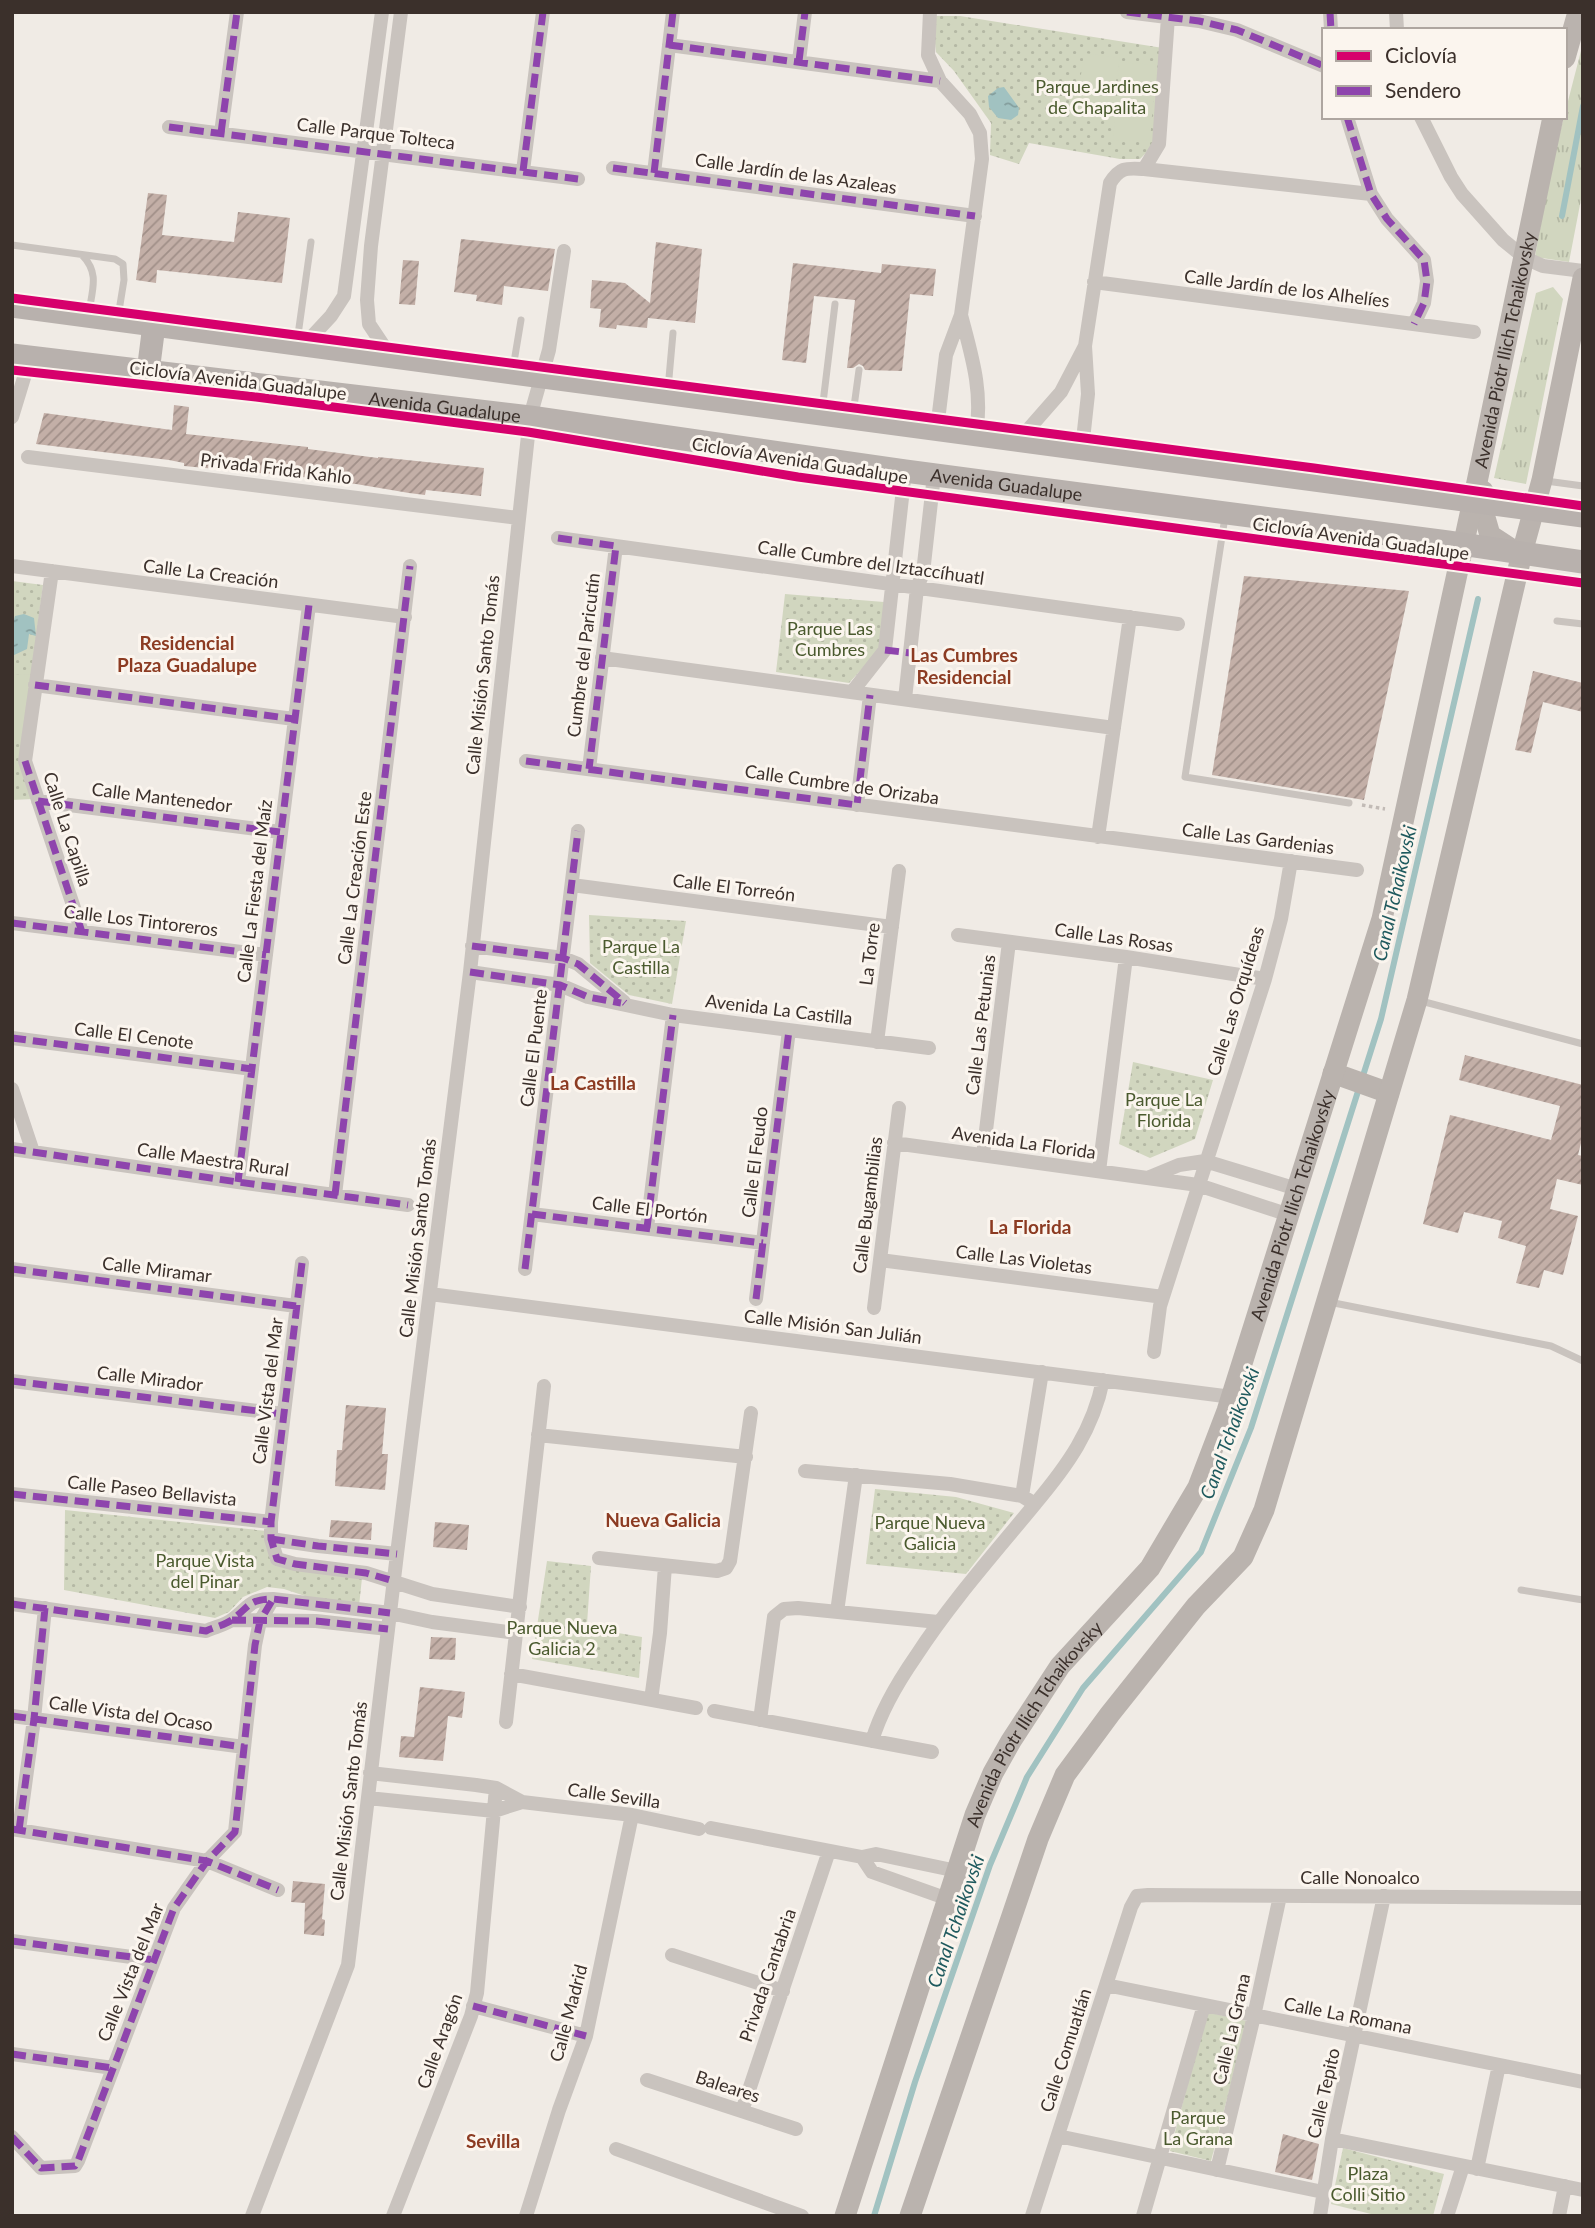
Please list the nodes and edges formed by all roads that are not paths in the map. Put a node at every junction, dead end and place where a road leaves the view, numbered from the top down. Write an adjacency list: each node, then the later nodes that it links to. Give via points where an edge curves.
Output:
1 (237, 12): 20 (street)
2 (382, 12): 21 (street)
3 (401, 12): 22 (street)
4 (543, 12): 25 (street)
5 (673, 12): 11 (street)
6 (805, 12): 13 (street)
7 (930, 12): 15 (street, via 928,55)
8 (1127, 12): 10 (street)
9 (1577, 12): 12 (street)
10 (1168, 17): 14 (street, via 1237,30); 24 (street, via 1159,144)
11 (669, 45): 13 (street); 26 (street)
12 (1567, 50)
13 (799, 61): 15 (street)
14 (1322, 65)
15 (940, 81): 29 (street, via 970,114 980,133 982,159)
16 (1348, 119): 28 (street)
17 (1422, 119): 36 (street, via 1462,194)
18 (1553, 119): 36 (street, Avenida Piotr Ilich Tchaikovsky)
19 (169, 127): 20 (street, Calle Parque Tolteca)
20 (221, 133): 21 (street, Calle Parque Tolteca)
21 (362, 151): 22 (street, Calle Parque Tolteca); 31 (street)
22 (383, 153): 25 (street, Calle Parque Tolteca); 33 (street)
23 (613, 168): 26 (street, Calle Jardín de las Azaleas)
24 (1144, 169): 28 (street); 39 (street, via 1128,168 1110,183)
25 (523, 171): 27 (street, Calle Parque Tolteca)
26 (654, 173): 29 (street, Calle Jardín de las Azaleas)
27 (578, 179)
28 (1371, 194): 48 (street, via 1424,260 1424,303)
29 (975, 216): 44 (street)
30 (311, 242): 52 (lane)
31 (350, 244): 33 (street); 40 (street)
32 (12, 245): 35 (lane)
33 (371, 246): 41 (street)
34 (564, 251): 59 (street, Calle Misión Santo Tomás)
35 (82, 254): 45 (lane, via 94,276); 46 (lane, via 123,264)
36 (1525, 258): 37 (street, via 1543,266); 74 (street, Avenida Piotr Ilich Tchaikovsky)
37 (1583, 271)
38 (1583, 278): 72 (street)
39 (1094, 282): 48 (street, Calle Jardín de los Alhelíes); 53 (street)
40 (344, 296): 41 (street); 52 (street, via 331,316)
41 (367, 300): 55 (street, via 369,324 385,348)
42 (835, 304): 61 (lane)
43 (12, 306): 45 (main road)
44 (961, 315): 65 (street, via 946,355); 66 (street, via 978,384)
45 (88, 316): 46 (main road)
46 (118, 320): 49 (main road)
47 (521, 320): 58 (lane)
48 (1414, 324): 50 (street, Calle Jardín de los Alhelíes)
49 (153, 325): 52 (main road); 57 (main road)
50 (1474, 332)
51 (673, 333): 60 (lane)
52 (300, 343): 55 (main road)
53 (1085, 346): 67 (street, via 1061,392); 68 (street, via 1088,394)
54 (21, 356): 57 (main road, Avenida Guadalupe); 63 (street)
55 (397, 356): 58 (main road)
56 (859, 370): 64 (lane)
57 (148, 372): 62 (main road, Avenida Guadalupe)
58 (513, 373): 59 (main road)
59 (541, 377): 60 (main road); 62 (street, Calle Misión Santo Tomás)
60 (667, 393): 61 (main road)
61 (822, 414): 64 (main road)
62 (530, 416): 70 (main road, Avenida Guadalupe); 78 (street, Calle Misión Santo Tomás)
63 (12, 417)
64 (853, 418): 65 (main road)
65 (937, 429): 66 (main road)
66 (976, 435): 67 (main road)
67 (1019, 440): 68 (main road)
68 (1083, 449): 74 (main road)
69 (28, 457): 78 (street, Privada Frida Kahlo)
70 (905, 471): 71 (main road, Avenida Guadalupe); 87 (street)
71 (934, 475): 76 (main road, Avenida Guadalupe); 88 (street, via 923,573)
72 (1542, 480): 73 (lane); 75 (street)
73 (1583, 486)
74 (1477, 502): 75 (main road); 80 (street, Avenida Piotr Ilich Tchaikovsky); 82 (street, via 1490,535)
75 (1533, 510): 77 (main road); 82 (street)
76 (1225, 513): 80 (main road, Avenida Guadalupe); 107 (lane, via 1185,777)
77 (1583, 516)
78 (518, 518): 122 (street, Calle Misión Santo Tomás)
79 (558, 538): 81 (street, Calle Cumbre del Iztaccíhuatl)
80 (1463, 544): 82 (main road, Avenida Guadalupe); 138 (street, Avenida Piotr Ilich Tchaikovsky, via 1382,919)
81 (616, 546): 87 (street, Calle Cumbre del Iztaccíhuatl); 97 (street, Cumbre del Paricutín)
82 (1520, 553): 83 (main road, Avenida Guadalupe); 129 (street)
83 (1583, 562)
84 (12, 566): 86 (street, Calle La Creación)
85 (410, 566): 91 (street, Calle La Creación Este)
86 (52, 571): 89 (street, Calle La Creación); 98 (street, Calle La Capilla)
87 (892, 584): 88 (street, Calle Cumbre del Iztaccíhuatl); 95 (street)
88 (917, 587): 90 (street, Calle Cumbre del Iztaccíhuatl); 96 (street)
89 (309, 605): 91 (street, Calle La Creación); 102 (street, Calle La Fiesta del Maíz)
90 (1130, 617): 93 (street, Calle Cumbre del Iztaccíhuatl); 103 (street)
91 (405, 618): 152 (street, Calle La Creación Este)
92 (1557, 621): 94 (lane)
93 (1178, 624)
94 (1583, 624)
95 (885, 650): 96 (street); 99 (street)
96 (911, 653): 101 (street)
97 (603, 658): 99 (street); 105 (street, Cumbre del Paricutín)
98 (35, 685): 102 (street); 106 (street, Calle La Capilla, via 25,761)
99 (852, 692): 100 (street)
100 (870, 695): 101 (street); 108 (street)
101 (905, 699): 103 (street)
102 (294, 719): 110 (street, Calle La Fiesta del Maíz)
103 (1114, 728): 111 (street)
104 (526, 761): 105 (street, Calle Cumbre de Orizaba)
105 (589, 769): 108 (street, Calle Cumbre de Orizaba)
106 (38, 801): 110 (street, Calle Mantenedor); 119 (street, Calle La Capilla)
107 (1349, 803)
108 (858, 805): 111 (street, Calle Cumbre de Orizaba)
109 (578, 831): 116 (street, Calle El Puente)
110 (281, 832): 123 (street, Calle La Fiesta del Maíz)
111 (1098, 837): 112 (street, Calle Cumbre de Orizaba)
112 (1154, 845): 113 (street, Calle Las Gardenias)
113 (1291, 861): 114 (street, Calle Las Gardenias); 127 (street, Calle Las Orquídeas)
114 (1357, 870)
115 (899, 871): 118 (street, La Torre)
116 (572, 885): 118 (street, Calle El Torreón); 125 (street, Calle El Puente)
117 (12, 923): 119 (street, Calle Los Tintoreros)
118 (892, 927): 134 (street, La Torre)
119 (82, 932): 123 (street, Calle Los Tintoreros)
120 (958, 935): 121 (street, Calle Las Rosas)
121 (1009, 942): 124 (street, Calle Las Rosas); 145 (street, Calle Las Petunias)
122 (472, 946): 125 (street, Avenida La Castilla); 126 (street, Calle Misión Santo Tomás)
123 (266, 955): 137 (street, Calle La Fiesta del Maíz)
124 (1126, 957): 127 (street, Calle Las Rosas); 147 (street)
125 (563, 958): 128 (street, Calle El Puente); 130 (street, Avenida La Castilla, via 584,968)
126 (470, 972): 128 (street, Avenida La Castilla); 162 (street, Calle Misión Santo Tomás)
127 (1265, 979): 146 (street, Calle Las Orquídeas)
128 (560, 985): 130 (street, Avenida La Castilla, via 588,997); 154 (street, Calle El Puente)
129 (1417, 1000): 135 (lane); 140 (street)
130 (625, 1003): 131 (street, Avenida La Castilla)
131 (673, 1015): 132 (street, Avenida La Castilla); 156 (street)
132 (789, 1030): 134 (street, Avenida La Castilla); 157 (street, Calle El Feudo)
133 (12, 1038): 137 (street, Calle El Cenote)
134 (877, 1042): 136 (street, Avenida La Castilla)
135 (1583, 1044)
136 (929, 1048)
137 (252, 1069): 149 (street, Calle La Fiesta del Maíz)
138 (1341, 1075): 140 (street); 151 (street, Avenida Piotr Ilich Tchaikovsky)
139 (12, 1089): 144 (street)
140 (1380, 1090): 165 (street)
141 (899, 1108): 142 (street, Calle Bugambilias)
142 (894, 1143): 145 (street, Avenida La Florida); 158 (street, Calle Bugambilias)
143 (12, 1149): 144 (street, Calle Maestra Rural)
144 (33, 1152): 149 (street, Calle Maestra Rural)
145 (983, 1155): 147 (street, Avenida La Florida)
146 (1205, 1161): 148 (street, via 1179,1165); 150 (street, Calle Las Orquídeas); 151 (street)
147 (1099, 1171): 148 (street, Avenida La Florida)
148 (1149, 1178): 150 (street, Avenida La Florida)
149 (238, 1182): 152 (street, Calle Maestra Rural)
150 (1198, 1185): 155 (street, Avenida La Florida); 163 (street, Calle Las Orquídeas)
151 (1297, 1189): 155 (street, Avenida Piotr Ilich Tchaikovsky)
152 (335, 1195): 153 (street, Calle Maestra Rural)
153 (408, 1205)
154 (531, 1214): 156 (street, Calle El Portón); 161 (street, Calle El Puente)
155 (1289, 1215): 174 (street, Avenida Piotr Ilich Tchaikovsky)
156 (647, 1228): 157 (street, Calle El Portón)
157 (763, 1243): 164 (street, Calle El Feudo)
158 (880, 1260): 163 (street, Calle Las Violetas); 167 (street, Calle Bugambilias)
159 (302, 1263): 166 (street, Calle Vista del Mar)
160 (12, 1269): 166 (street, Calle Miramar)
161 (525, 1269)
162 (430, 1294): 170 (street, Calle Misión San Julián); 186 (street, Calle Misión Santo Tomás)
163 (1163, 1297): 168 (street, Calle Las Orquídeas)
164 (756, 1299)
165 (1325, 1301): 169 (lane, via 1550,1346); 264 (street, via 1264,1510 1243,1557 1196,1606 1065,1775 1038,1839)
166 (296, 1306): 176 (street, Calle Vista del Mar)
167 (874, 1308)
168 (1154, 1352)
169 (1583, 1361)
170 (1042, 1372): 171 (street, Calle Misión San Julián); 182 (street)
171 (1103, 1380): 174 (street, Calle Misión San Julián); 183 (street, via 1076,1450)
172 (12, 1381): 176 (street, Calle Mirador)
173 (544, 1386): 177 (street)
174 (1232, 1397): 224 (street, Avenida Piotr Ilich Tchaikovsky, via 1198,1487 1150,1567 1060,1666 1011,1741 975,1815)
175 (751, 1413): 178 (street)
176 (283, 1414): 184 (street, Calle Vista del Mar)
177 (538, 1435): 178 (street); 194 (street)
178 (746, 1457): 188 (street, via 726,1568)
179 (805, 1471): 180 (street)
180 (856, 1475): 182 (street); 196 (street)
181 (12, 1494): 184 (street, Calle Paseo Bellavista)
182 (1022, 1496): 183 (street)
183 (1035, 1504): 200 (street)
184 (271, 1522): 185 (street)
185 (271, 1539): 186 (street); 189 (street, via 277,1559)
186 (397, 1554): 189 (street, Calle Misión Santo Tomás)
187 (600, 1558): 188 (street)
188 (665, 1566): 204 (street)
189 (394, 1581): 194 (street, via 432,1594); 197 (street, Calle Misión Santo Tomás)
190 (1521, 1590): 192 (lane)
191 (273, 1599): 197 (street); 198 (street, via 251,1602); 199 (street, Calle Vista del Mar)
192 (1583, 1600)
193 (12, 1604): 195 (street)
194 (520, 1606): 202 (street)
195 (45, 1608): 198 (street, via 206,1631); 208 (street)
196 (837, 1612): 200 (street); 209 (street, via 784,1609 774,1617)
197 (390, 1613): 201 (street, Calle Misión Santo Tomás); 202 (street)
198 (232, 1620): 199 (street)
199 (260, 1621): 201 (street); 212 (street, Calle Vista del Mar)
200 (938, 1622): 211 (street, via 884,1708)
201 (388, 1629): 214 (street, Calle Misión Santo Tomás)
202 (516, 1633): 203 (street)
203 (511, 1674): 204 (street); 210 (street)
204 (652, 1700): 205 (street)
205 (696, 1708)
206 (714, 1711): 209 (street)
207 (12, 1716): 208 (street, Calle Vista del Ocaso)
208 (34, 1719): 212 (street, Calle Vista del Ocaso); 220 (street)
209 (760, 1720): 211 (street)
210 (506, 1722)
211 (872, 1741): 213 (street)
212 (244, 1747): 223 (street, Calle Vista del Mar, via 235,1832)
213 (932, 1752)
214 (370, 1773): 215 (street, Calle Sevilla); 216 (street, Calle Misión Santo Tomás)
215 (496, 1788): 217 (street, Calle Sevilla); 218 (street, Calle Aragón)
216 (368, 1798): 218 (street, Calle Sevilla); 259 (street, Calle Misión Santo Tomás, via 348,1965)
217 (523, 1802): 218 (street, Calle Sevilla); 219 (street, Calle Sevilla)
218 (494, 1811): 237 (street, Calle Aragón)
219 (632, 1815): 221 (street, Calle Sevilla); 239 (street, Calle Madrid)
220 (15, 1830): 223 (street)
221 (829, 1851): 222 (street, Calle Sevilla); 235 (street, Privada Cantabria)
222 (862, 1857): 224 (street, Calle Sevilla, via 876,1854); 230 (street, Calle Sevilla, via 872,1871)
223 (207, 1861): 225 (street); 233 (street, Calle Vista del Mar, via 174,1908)
224 (957, 1871): 230 (street, Avenida Piotr Ilich Tchaikovsky)
225 (278, 1890)
226 (1137, 1896): 227 (street, Calle Nonoalco); 234 (street, Calle Comuatlán)
227 (1280, 1896): 228 (street, Calle Nonoalco); 238 (street, Calle La Grana)
228 (1384, 1896): 229 (street, Calle Nonoalco); 240 (street, Calle Tepito)
229 (1583, 1898)
230 (948, 1899): 263 (street, Avenida Piotr Ilich Tchaikovsky)
231 (12, 1941): 233 (street)
232 (673, 1955): 235 (street)
233 (154, 1960): 243 (street, Calle Vista del Mar)
234 (1106, 1985): 236 (street, Calle La Romana); 248 (street, Calle Comuatlán)
235 (783, 1990): 246 (street, Privada Cantabria)
236 (1204, 2005): 238 (street, Calle La Romana); 252 (street)
237 (473, 2006): 239 (street); 260 (street, Calle Aragón)
238 (1254, 2016): 240 (street, Calle La Romana); 254 (street, Calle La Grana)
239 (586, 2036): 261 (street, Calle Madrid)
240 (1356, 2036): 242 (street, Calle La Romana); 250 (street, Calle Tepito)
241 (12, 2054): 243 (street)
242 (1499, 2065): 245 (street, Calle La Romana); 253 (street)
243 (113, 2068): 249 (street, Calle Vista del Mar, via 75,2166 41,2168)
244 (647, 2080): 246 (street, Baleares)
245 (1583, 2082)
246 (742, 2111): 247 (street, Baleares)
247 (796, 2129)
248 (1058, 2136): 252 (street); 265 (street, Calle Comuatlán)
249 (12, 2137)
250 (1332, 2139): 253 (street); 257 (street, Calle Tepito)
251 (616, 2149): 262 (street)
252 (1160, 2159): 254 (street); 266 (street)
253 (1470, 2167): 255 (street); 267 (street)
254 (1217, 2170): 257 (street)
255 (1565, 2186): 256 (street); 268 (street)
256 (1583, 2190)
257 (1323, 2192): 258 (street, Calle Tepito)
258 (1322, 2215)
259 (252, 2216)
260 (393, 2216)
261 (526, 2216)
262 (802, 2216)
263 (845, 2216)
264 (910, 2216)
265 (1032, 2216)
266 (1143, 2216)
267 (1447, 2216)
268 (1559, 2216)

^^^^

[What you will do]:
Could you copy every line in the records that holds "Madrid"?

[Output below]:
219 (632, 1815): 221 (street, Calle Sevilla); 239 (street, Calle Madrid)
239 (586, 2036): 261 (street, Calle Madrid)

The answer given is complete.